Carlos Beltran led off the fourth with the first hit of the game off Medlen, a bloop single to right. Holliday followed with a hard shot to third base, and Jones made a nice backhanded scoop. The crowd cheered, expecting a double play. That turned to gasps when Jones' throw to second base sailed over the head of Uggla, winding up in right field. Instead of having no one on with two outs, Medlen and the Braves faced second and third and no outs.
The Cardinals made Atlanta pay, as they always seem to do in October. Allen Craig, the replacement at first base for Pujols, lined a double off the left-field wall, cutting Atlanta's lead to 2-1. Molina followed with a groundout that brought home another run and moved Craig over to third. He trotted home on Freese's sacrifice fly to center field.
The Braves totally fell apart in the seventh, and Freese was right in the middle of things again. He led off with a routine grounder to Uggla, who bobbled it briefly, then unnecessarily rushed his throw to first. It wasn't close, the ball ricocheting sailing behind home plate while Freese kept right on going to second. Daniel Descalso bunted him over to third, then Chad Durbin replaced Medlen.
Durbin got what he wanted from Kozma -- a grounder to the drawn-in infield. But Simmons bobbled the ball and hurriedly threw it all the way to the backstop as Freese slid across head first to make it 5-2.

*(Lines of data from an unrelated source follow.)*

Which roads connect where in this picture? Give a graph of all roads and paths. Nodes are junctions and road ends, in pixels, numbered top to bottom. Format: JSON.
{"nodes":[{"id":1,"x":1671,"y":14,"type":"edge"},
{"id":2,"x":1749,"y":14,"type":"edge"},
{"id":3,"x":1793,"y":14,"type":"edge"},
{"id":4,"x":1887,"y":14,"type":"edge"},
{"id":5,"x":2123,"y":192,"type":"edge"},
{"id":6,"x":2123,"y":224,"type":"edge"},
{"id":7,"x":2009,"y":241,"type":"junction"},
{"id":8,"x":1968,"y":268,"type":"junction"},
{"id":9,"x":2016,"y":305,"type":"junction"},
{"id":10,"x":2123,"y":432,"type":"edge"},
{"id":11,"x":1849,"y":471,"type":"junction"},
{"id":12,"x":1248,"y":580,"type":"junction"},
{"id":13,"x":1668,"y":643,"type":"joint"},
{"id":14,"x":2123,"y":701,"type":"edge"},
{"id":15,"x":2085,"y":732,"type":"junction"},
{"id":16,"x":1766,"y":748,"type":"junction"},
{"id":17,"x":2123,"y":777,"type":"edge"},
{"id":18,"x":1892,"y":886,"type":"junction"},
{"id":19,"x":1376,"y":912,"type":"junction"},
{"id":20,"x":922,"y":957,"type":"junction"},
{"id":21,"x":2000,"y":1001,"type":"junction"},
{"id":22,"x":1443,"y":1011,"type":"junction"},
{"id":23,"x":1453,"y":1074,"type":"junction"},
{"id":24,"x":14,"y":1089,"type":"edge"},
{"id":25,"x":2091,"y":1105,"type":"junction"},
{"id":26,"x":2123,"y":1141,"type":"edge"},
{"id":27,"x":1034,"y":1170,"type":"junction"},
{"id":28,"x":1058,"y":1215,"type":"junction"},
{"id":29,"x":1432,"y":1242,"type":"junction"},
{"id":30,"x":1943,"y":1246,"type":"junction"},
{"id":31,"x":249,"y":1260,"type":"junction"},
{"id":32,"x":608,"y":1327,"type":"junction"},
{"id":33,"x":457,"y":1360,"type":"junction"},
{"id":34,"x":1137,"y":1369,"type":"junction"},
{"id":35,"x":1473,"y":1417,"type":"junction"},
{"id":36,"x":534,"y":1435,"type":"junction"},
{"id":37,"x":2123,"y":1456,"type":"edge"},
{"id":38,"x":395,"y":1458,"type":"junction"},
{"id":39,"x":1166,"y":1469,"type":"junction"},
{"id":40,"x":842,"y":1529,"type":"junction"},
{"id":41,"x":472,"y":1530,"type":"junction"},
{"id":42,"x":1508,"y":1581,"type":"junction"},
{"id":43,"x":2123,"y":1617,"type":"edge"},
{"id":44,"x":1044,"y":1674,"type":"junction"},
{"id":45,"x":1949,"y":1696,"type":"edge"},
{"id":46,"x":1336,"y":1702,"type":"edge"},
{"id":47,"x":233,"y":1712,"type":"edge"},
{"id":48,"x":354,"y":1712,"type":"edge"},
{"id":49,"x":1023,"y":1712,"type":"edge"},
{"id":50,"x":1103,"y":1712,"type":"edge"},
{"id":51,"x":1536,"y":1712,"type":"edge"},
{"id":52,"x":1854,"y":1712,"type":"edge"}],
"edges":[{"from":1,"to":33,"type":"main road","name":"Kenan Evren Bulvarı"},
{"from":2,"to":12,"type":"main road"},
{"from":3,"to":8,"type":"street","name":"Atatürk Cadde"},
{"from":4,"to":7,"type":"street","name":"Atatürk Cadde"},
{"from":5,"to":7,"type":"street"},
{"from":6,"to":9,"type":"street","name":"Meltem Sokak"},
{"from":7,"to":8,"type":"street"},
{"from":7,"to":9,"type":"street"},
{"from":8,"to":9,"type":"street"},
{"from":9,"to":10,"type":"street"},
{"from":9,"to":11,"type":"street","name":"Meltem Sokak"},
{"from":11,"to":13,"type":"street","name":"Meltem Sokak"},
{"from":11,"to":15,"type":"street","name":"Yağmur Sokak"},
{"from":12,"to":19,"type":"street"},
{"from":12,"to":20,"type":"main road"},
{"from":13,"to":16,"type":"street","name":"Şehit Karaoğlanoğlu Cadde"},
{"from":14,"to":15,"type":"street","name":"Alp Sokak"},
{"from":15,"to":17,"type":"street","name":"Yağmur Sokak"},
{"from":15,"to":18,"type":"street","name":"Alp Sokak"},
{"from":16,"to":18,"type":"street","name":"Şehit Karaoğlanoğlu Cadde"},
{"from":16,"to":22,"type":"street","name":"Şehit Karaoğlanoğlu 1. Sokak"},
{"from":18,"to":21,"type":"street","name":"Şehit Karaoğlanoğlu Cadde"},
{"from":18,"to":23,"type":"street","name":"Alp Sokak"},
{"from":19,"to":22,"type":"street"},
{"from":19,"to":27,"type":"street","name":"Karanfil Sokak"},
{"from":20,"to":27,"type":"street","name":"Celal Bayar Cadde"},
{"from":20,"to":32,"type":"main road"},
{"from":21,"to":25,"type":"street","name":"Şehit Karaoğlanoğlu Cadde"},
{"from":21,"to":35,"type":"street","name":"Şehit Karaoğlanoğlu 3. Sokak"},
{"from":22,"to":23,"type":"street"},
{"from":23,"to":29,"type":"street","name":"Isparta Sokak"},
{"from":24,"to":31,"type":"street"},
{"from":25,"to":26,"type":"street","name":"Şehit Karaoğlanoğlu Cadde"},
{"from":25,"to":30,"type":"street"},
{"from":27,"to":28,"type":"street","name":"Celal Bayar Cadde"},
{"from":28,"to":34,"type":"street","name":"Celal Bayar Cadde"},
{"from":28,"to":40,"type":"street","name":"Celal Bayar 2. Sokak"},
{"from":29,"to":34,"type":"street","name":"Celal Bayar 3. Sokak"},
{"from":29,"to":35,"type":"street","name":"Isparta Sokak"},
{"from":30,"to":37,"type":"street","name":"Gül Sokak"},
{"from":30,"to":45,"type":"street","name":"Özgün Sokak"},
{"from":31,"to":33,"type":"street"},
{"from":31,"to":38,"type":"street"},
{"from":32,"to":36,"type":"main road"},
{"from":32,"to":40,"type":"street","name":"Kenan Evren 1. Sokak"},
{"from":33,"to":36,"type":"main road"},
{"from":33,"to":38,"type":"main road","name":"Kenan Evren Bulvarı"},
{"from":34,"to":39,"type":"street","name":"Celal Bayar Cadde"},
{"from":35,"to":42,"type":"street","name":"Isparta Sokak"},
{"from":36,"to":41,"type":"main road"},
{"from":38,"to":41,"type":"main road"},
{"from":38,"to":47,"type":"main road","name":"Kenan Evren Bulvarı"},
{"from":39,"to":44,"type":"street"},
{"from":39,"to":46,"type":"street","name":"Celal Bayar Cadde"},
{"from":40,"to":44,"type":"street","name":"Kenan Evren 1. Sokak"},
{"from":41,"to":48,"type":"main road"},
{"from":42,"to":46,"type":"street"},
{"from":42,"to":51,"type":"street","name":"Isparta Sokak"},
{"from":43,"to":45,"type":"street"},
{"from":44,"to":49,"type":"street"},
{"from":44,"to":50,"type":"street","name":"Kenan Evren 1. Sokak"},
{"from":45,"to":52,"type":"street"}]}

Kozma took second on the miscue, and he came all the way around to score on another ball that didn't get out of the infield. Matt Carpenter's bunt down the first-base line was fielded by another new pitcher, Jonny Venters, who missed a swipe tag and, with his back turned, failed to notice that Kozma kept right on running to make it 6-2.
"We played to win the game," Molina said. "They played to lose the game."
Lohse got the win, allowing six hits and two runs in 5 2-3 innings. Medlen, who went 10-1 during the regular season, surrendered just three hits and two earned runs in 6 1-3 innings. But he gave up five runs in all, most of it none of his doing.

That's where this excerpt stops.